[NEW] Python client-side library available here
PDF ebooks usually have table of content (TOC). Hence, the texts in a PDF ebook are naturally in a certain hierarchy. Such text and hierarchy information extracted from PDF ebooks can be used for research in machine learning (especially hierarchical text classification) and natural language processing.
The goal of this project is to provide a tool to manage and maintain a huge database of texts extracted from PDF ebooks and allow users to access and upload versioned data through RESTful API endpoints. This framework enables easy sharing of text data and boosts collaborations among researchers in a team, or across different teams.
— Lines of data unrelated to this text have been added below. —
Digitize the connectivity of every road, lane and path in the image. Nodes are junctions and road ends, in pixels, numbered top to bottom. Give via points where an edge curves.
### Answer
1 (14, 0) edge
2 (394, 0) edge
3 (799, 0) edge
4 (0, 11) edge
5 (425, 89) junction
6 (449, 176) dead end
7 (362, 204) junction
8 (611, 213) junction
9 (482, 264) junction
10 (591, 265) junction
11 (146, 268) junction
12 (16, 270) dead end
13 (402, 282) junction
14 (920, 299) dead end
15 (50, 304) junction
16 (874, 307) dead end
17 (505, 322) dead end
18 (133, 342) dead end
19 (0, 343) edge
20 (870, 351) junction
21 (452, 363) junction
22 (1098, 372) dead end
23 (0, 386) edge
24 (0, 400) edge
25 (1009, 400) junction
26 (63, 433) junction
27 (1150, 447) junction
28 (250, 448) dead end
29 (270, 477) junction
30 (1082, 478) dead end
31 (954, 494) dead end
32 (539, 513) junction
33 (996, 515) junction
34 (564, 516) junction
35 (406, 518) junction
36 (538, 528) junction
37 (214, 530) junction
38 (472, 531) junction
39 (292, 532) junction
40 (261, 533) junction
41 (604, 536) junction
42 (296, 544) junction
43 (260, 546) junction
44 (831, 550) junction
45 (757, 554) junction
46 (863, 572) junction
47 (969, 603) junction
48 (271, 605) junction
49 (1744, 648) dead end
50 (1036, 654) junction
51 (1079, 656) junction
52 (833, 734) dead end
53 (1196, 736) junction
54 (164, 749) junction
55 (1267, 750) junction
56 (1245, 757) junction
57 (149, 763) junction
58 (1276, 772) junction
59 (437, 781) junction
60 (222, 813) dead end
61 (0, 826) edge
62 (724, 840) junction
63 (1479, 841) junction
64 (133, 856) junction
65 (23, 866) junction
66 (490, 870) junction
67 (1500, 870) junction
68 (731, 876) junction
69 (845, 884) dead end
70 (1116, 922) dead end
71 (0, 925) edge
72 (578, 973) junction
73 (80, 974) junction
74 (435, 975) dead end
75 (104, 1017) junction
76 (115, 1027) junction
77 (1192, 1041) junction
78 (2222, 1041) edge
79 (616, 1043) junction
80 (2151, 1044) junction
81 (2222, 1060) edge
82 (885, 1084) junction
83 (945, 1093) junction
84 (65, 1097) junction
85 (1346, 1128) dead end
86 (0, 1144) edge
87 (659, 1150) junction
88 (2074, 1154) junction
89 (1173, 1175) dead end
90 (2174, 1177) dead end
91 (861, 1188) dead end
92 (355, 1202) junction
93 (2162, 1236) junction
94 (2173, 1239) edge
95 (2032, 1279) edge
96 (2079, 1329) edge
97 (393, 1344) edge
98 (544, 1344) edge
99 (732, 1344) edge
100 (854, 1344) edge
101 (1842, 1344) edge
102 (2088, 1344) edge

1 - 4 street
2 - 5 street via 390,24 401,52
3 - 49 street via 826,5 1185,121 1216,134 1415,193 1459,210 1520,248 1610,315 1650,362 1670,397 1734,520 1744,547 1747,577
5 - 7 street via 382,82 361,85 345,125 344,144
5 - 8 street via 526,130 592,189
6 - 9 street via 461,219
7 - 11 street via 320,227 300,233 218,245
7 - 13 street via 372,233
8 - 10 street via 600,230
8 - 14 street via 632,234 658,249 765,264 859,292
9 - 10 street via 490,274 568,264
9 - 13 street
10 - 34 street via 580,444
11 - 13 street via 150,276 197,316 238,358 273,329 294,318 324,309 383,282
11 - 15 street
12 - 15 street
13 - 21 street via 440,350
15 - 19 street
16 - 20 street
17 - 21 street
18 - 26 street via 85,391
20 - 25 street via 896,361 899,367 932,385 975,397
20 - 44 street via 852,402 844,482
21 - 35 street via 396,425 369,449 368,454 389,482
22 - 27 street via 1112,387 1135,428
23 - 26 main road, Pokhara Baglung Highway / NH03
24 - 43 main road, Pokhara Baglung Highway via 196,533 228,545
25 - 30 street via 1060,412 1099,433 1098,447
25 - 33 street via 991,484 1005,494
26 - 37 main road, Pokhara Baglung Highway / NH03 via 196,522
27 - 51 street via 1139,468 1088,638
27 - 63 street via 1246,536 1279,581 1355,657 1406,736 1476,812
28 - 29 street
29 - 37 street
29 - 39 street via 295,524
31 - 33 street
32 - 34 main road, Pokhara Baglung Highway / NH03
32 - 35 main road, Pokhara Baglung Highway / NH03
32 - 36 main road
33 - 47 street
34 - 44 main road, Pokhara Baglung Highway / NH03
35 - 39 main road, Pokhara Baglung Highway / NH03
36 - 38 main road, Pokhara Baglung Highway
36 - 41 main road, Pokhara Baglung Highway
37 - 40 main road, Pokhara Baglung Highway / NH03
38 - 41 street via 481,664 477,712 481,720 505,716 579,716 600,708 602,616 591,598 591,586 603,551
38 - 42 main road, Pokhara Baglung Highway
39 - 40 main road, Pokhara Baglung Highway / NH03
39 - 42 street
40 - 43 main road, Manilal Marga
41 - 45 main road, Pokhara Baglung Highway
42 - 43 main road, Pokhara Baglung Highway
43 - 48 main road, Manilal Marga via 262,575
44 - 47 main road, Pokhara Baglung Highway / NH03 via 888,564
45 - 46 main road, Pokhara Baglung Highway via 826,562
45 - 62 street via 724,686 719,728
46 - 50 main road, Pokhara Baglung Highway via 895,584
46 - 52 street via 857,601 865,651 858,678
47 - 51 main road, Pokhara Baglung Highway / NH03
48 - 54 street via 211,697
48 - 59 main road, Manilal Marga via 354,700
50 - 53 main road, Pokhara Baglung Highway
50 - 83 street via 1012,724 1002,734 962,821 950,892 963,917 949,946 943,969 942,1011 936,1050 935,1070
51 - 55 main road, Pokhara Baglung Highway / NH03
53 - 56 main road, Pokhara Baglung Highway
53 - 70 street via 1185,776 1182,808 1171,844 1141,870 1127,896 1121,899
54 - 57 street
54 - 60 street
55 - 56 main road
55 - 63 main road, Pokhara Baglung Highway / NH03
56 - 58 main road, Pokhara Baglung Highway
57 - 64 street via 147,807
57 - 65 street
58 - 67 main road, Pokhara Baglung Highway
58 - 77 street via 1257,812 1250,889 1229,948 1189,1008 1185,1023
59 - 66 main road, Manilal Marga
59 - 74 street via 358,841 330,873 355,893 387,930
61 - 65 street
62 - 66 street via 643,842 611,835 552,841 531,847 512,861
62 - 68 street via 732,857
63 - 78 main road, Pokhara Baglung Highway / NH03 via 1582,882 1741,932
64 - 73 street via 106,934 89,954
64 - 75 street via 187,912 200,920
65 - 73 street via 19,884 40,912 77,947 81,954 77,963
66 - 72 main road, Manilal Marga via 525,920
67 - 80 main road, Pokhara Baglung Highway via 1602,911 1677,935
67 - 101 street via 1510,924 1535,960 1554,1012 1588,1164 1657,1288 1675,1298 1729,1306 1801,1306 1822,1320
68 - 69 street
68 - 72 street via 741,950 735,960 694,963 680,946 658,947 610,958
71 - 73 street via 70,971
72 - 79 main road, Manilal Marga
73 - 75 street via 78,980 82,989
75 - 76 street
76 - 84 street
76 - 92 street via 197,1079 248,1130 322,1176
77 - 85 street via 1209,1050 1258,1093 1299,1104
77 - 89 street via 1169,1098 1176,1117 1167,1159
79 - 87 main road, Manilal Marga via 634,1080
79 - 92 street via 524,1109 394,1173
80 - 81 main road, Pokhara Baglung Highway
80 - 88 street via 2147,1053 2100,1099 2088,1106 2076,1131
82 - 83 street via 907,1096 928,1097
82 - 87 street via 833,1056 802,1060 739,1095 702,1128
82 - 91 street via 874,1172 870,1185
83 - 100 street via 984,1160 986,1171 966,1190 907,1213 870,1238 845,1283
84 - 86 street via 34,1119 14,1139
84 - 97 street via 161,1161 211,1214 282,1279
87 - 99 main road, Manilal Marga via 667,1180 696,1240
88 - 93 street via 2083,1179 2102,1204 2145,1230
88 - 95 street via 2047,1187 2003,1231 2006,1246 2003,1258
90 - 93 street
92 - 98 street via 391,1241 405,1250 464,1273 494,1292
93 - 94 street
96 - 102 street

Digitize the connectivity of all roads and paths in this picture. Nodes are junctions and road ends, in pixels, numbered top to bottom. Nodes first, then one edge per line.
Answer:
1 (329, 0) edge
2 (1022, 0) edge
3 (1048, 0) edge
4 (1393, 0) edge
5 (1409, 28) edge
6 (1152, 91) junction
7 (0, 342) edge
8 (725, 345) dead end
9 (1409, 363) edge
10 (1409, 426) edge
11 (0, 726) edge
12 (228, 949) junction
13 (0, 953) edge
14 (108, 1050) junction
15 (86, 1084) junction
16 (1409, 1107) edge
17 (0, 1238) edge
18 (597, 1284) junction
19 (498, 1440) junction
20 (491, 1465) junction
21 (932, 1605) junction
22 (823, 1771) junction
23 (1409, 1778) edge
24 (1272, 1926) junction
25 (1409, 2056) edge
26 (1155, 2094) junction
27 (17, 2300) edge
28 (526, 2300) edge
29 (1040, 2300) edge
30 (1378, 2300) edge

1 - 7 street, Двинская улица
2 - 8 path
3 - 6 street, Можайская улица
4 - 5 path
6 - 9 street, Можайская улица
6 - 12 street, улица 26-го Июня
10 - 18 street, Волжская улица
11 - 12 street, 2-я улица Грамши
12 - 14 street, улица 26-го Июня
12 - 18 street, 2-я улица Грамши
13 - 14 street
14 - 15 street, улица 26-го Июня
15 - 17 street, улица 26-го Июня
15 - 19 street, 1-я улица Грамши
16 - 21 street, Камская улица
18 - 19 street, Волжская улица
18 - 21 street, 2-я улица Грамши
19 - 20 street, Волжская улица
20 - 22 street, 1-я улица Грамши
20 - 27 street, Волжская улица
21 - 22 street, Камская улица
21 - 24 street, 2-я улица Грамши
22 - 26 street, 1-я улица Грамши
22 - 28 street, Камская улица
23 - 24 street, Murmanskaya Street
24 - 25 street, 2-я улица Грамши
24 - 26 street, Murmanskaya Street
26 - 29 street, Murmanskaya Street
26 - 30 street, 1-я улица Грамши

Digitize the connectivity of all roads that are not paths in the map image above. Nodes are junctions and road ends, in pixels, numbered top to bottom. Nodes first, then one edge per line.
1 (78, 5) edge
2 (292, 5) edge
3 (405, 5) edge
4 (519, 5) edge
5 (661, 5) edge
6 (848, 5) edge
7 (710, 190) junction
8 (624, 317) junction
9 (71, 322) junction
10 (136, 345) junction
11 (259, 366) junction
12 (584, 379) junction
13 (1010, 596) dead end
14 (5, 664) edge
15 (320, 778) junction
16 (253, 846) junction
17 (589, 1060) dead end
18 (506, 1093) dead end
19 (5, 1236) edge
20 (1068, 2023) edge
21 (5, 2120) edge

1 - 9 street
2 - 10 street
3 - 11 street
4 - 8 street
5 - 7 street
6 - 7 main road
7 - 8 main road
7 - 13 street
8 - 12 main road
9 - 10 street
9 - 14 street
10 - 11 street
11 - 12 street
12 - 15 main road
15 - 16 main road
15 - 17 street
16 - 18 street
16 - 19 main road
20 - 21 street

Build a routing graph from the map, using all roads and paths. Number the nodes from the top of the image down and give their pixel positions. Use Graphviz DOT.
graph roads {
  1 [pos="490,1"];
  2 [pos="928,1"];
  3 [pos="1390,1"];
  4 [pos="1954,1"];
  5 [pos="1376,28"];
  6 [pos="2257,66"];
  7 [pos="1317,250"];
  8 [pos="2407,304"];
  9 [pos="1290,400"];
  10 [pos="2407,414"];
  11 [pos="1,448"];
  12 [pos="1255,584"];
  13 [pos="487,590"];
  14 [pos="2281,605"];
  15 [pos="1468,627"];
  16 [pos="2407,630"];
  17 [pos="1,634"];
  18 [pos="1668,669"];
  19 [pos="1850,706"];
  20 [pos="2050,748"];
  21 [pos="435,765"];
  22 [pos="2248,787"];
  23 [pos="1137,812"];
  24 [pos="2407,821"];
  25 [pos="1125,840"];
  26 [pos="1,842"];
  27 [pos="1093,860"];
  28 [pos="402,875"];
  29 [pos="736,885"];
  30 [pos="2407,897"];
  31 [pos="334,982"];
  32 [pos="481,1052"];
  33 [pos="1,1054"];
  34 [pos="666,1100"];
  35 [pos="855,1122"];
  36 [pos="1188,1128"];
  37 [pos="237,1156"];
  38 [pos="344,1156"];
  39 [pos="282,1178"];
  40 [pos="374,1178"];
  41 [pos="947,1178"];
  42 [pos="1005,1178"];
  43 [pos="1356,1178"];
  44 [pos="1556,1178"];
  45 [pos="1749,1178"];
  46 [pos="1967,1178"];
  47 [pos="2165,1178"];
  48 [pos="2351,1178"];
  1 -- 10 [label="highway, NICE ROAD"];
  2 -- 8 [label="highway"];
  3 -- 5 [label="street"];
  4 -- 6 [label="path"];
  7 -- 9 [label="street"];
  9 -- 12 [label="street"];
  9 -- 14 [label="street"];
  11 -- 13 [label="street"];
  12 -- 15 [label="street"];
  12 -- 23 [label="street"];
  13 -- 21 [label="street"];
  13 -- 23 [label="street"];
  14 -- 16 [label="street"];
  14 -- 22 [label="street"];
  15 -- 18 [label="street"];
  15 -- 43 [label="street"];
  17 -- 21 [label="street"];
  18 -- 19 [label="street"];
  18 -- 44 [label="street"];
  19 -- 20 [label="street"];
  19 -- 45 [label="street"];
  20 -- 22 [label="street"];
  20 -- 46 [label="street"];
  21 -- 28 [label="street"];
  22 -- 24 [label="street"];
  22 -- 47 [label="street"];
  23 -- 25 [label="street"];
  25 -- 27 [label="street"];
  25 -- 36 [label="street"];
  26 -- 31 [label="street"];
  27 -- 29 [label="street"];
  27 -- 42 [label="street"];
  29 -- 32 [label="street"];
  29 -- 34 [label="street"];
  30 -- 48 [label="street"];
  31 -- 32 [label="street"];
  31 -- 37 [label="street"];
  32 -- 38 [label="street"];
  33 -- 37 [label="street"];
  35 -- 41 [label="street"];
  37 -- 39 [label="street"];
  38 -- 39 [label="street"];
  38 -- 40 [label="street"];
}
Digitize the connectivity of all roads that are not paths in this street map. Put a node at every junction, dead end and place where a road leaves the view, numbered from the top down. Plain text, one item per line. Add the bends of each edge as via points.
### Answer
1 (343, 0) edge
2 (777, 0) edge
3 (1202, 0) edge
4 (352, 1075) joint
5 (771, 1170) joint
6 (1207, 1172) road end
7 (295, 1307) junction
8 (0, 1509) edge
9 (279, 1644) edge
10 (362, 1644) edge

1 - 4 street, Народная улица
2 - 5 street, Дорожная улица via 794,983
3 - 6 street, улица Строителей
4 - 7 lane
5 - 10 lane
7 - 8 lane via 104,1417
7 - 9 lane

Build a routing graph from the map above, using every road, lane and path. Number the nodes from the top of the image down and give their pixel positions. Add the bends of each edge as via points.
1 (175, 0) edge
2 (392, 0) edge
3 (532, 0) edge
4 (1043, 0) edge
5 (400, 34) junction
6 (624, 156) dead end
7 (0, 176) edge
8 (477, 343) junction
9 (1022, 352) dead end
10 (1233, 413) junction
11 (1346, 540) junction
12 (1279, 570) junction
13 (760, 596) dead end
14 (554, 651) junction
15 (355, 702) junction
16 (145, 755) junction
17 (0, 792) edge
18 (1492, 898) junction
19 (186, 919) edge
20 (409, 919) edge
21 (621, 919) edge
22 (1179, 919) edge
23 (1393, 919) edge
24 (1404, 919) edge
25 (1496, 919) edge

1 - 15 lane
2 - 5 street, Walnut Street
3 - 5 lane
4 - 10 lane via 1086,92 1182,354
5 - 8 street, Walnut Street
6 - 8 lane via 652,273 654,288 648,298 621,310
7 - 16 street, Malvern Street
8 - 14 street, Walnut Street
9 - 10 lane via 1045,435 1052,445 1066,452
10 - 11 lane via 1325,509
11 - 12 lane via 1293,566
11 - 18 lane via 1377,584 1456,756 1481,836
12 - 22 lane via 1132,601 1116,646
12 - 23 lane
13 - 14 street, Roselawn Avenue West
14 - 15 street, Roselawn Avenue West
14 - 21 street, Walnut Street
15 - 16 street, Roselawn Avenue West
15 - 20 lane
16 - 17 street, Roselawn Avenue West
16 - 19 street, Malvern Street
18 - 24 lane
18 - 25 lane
The purpose of this project is to provide a RESTful backend and an admin site to
- Organize and manage PDF ebooks
- Extract TOC hierarchy and section texts from PDF ebooks
- Store all data extracted from PDF ebooks in relational databases
- Access the TOC, text and more through a handlful of RESTful APIs
- Post your own version of processed texts of a book/chapter and share it with other researchers
- (*Optional) clean up and lemmatize the extracted texts using the built-in cleaner.
- Adobe Acrobat (2015 DC or later) is required to pre-process the PDF files, delete useless pages/chapters, update/correct bookmarks, and convert them into HTML files split by bookmarks. The PDF and HTML files will be then fed into the system.
- Adequate knowledge of Django is required to be able to maintain and further expand this project. Please make sure you understand Django well enough before reading the rest of this document.
- Due to copyright issues, we cannot distribute PDF ebooks or any processed text extracted from them. This project contents only the source code, without any database or files. You are supposed to setup your own database and connent django to it before running the system.
The built-in cleaner performs the following operations sequentially on the extracted texts:
- Perform known replacements (e.g. "fi" -> "fi"; if you don't see any difference, try to copy the first "fi" as TWO letters, "f" and "i". You will realize you can't, because "fi" is actually ONE unicode character).
- Fix broken line-joins (e.g. "fric- tion" -> "friction").
- Remove redundent newline and space.
- Remove duplicate paragraphs.
- Remove other obvious noises generated by Acrobat Pro.
The following built-in features in Cleaner are NOT enabled by default. You may manually customize the cleaning procedure by modifying the source code in the extractor package.
- Replace non-ascii characters with underscore ("_")
- Remove all URIs
- Remove all emails
- Remove stop words according the the MySQL stop word list
- Remove all punctuation marks
- Remove all digits
- Remove one-letter and two-letter words
- Lemmatize
- Install Python 3
- Clone the project
- Install python dependencies:
$ pip install -r requirements.txt - Setup your own database and update the connection configuration in
settings.py, then migrate. - Run the development server
$ python3 manage.py runserver - (*Optional) Download WordNet data for NLTK
This is a standard admin site of Django. It can be accessed by the URL <your-domain>/admin/. If you are running the default Django development server, the complete URL is http://127.0.0.1:8000/admin/.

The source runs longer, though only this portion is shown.